In 1963, Mr. Bussmann created Compass Publications Inc. in Arlington. The company publishes Sea Technology magazine, Sea Technology buyers guide directory, Washington Letter of Oceanography, Commercial Fisheries News, Fish Farming News and Marine Performance News. He was president and chief executive of the organization until his death.

He was born in Pittsburgh, served in the Army Air Forces during World War II and attended Colgate University. After college, he worked for Texaco Inc. in New York and then was executive vice president and director of Pit and Quarry Publications Inc. in Cleveland.

Mr. Bussmann was a charter member of the Marine Technology Society and a charter member of the National Ocean Industries Association. He was a former chairman of the government/business science and technology information committee of American Business Press Inc.

Survivors include his wife, Judith Turner Bussmann of Arlington; two children, Charles Amos of Arlington and Debra Obrock of Cleveland; and five grandchildren.

Albert Joseph Zamaitis

Bricklayer

Albert Joseph Zamaitis, 78, a retired bricklayer who worked on construction jobs throughout the metropolitan area, died of prostate cancer June 29 at his home in Oxon Hill.

Mr. Zamaitis was born in Brockton, Mass. During World War II, he was an Army cook, and he served in Germany and the Netherlands.

He settled in the Washington area after the war and began working as a bricklayer. Over the course of his career, he had worked for a variety of employers. He retired about 15 years ago.
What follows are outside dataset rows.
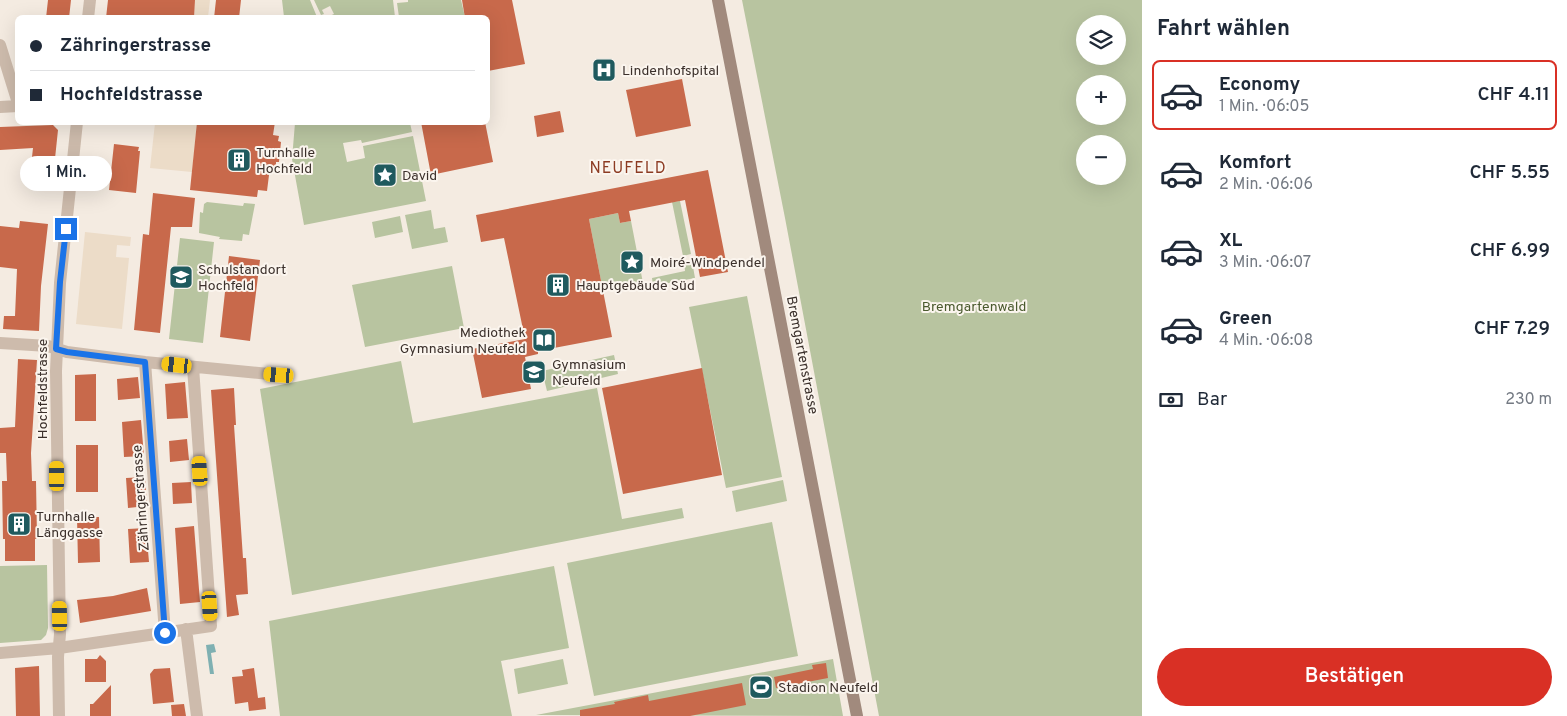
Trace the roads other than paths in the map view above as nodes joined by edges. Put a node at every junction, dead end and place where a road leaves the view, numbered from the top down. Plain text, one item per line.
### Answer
1 (90, 0) edge
2 (718, 0) edge
3 (88, 15) edge
4 (0, 45) edge
5 (15, 94) edge
6 (15, 104) edge
7 (0, 107) edge
8 (77, 125) edge
9 (0, 343) edge
10 (56, 349) junction
11 (145, 362) junction
12 (193, 367) junction
13 (279, 375) dead end
14 (186, 630) junction
15 (165, 633) junction
16 (59, 648) junction
17 (0, 653) edge
18 (59, 716) edge
19 (196, 716) edge
20 (857, 716) edge

1 - 3 street
2 - 20 main road, Bremgartenstrasse
4 - 5 street
6 - 7 street
8 - 10 street, Hochfeldstrasse
9 - 10 street
10 - 11 street
10 - 16 street, Hochfeldstrasse
11 - 12 street
11 - 15 street, Zähringerstrasse
12 - 13 street
12 - 14 street
14 - 15 street
14 - 19 street
15 - 16 street
16 - 17 street
16 - 18 street, Hochfeldstrasse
Survivors include his wife of 52 years, Beatrice Broyles Zamaitis of Oxon Hill; five children, Edward Zamaitis of Golden Beach, Joseph Zamaitis of League City, Tex., Robert Zamaitis of Colorado Springs, Ruth Davis of Bowie and Virginia Zamaitis of Waldorf; six siblings; and six grandchildren.

Helen Edmonston Rowe

Teacher, Secretary

Helen Edmonston Rowe, 89, a former Montgomery County teacher and school secretary, died June 21 at Suburban Hospital after a heart attack

Mrs. Rowe, who lived in Bethesda, was born in Chicago. She graduated from the University of Chicago, where she studied English and French. After teaching high school in Cumberland, Md., she moved to Washington in 1935.

She was a secretary at the Pan American Union before World War II, then left the work force to raise a family.

In the 1960s, she went back to work as a traveling teacher of French in Montgomery County's Foreign Language in Elementary Schools program.

She also taught at Broome Junior High School and at the Maret School in Washington. She was a school secretary in the 1970s. She retired in 1975.

She was a member of Cedar Lane Unitarian Church in Bethesda.

Her first husband, J. Harvey Edmonston, died in 1966. Her marriage to Walter Rowe ended in divorce.

Survivors include three children from her first marriage, David Edmonston of Cabin John, Olive Wallace of Takoma Park and Lois Karlin of Warwick, N.Y.; one brother; and five grandchildren.

Arthur Kranish

Journalist

Arthur Kranish, 71, an independent journalist who specialized in science, energy, the environment and social and cultural trends, died of heart ailments June 28 at Washington Hospital Center.

Mr. Kranish was a reporter for the International News Service from 1951 to 1958, and in that capacity, he covered the Justice Department, the House of Representatives and federal courts. He also wrote about the Julius and Ethel Rosenberg cases, the Alger Hiss case and the development of the polio vaccine.

When INS merged with United Press in 1958, Mr. Kranish became an independent journalist. He founded Trends Publishing Co. and the newsletters Science Trends, Environment Report and Energy Today. One of his favorite methods of gathering news was to mine obscure government reports and documents for items of information missed by other journalists.

For many years, he covered developments in the space program. In recent years, he used the Internet extensively in his reporting, and within the last year, he had established an online bookselling business with his wife.

He was born in New York, graduated from Syracuse University and served 18 months in the Army. For the last 48 years, he had lived in Chevy Chase.

Survivors include his wife, Allye Kranish of Chevy Chase; four children, Clif Kranish of South Orange, N.J., Steven Kranish of Beverly, Mass., Michael Kranish of Silver Spring and Erica Wheeler of Florence, Mass.; and four grandchildren.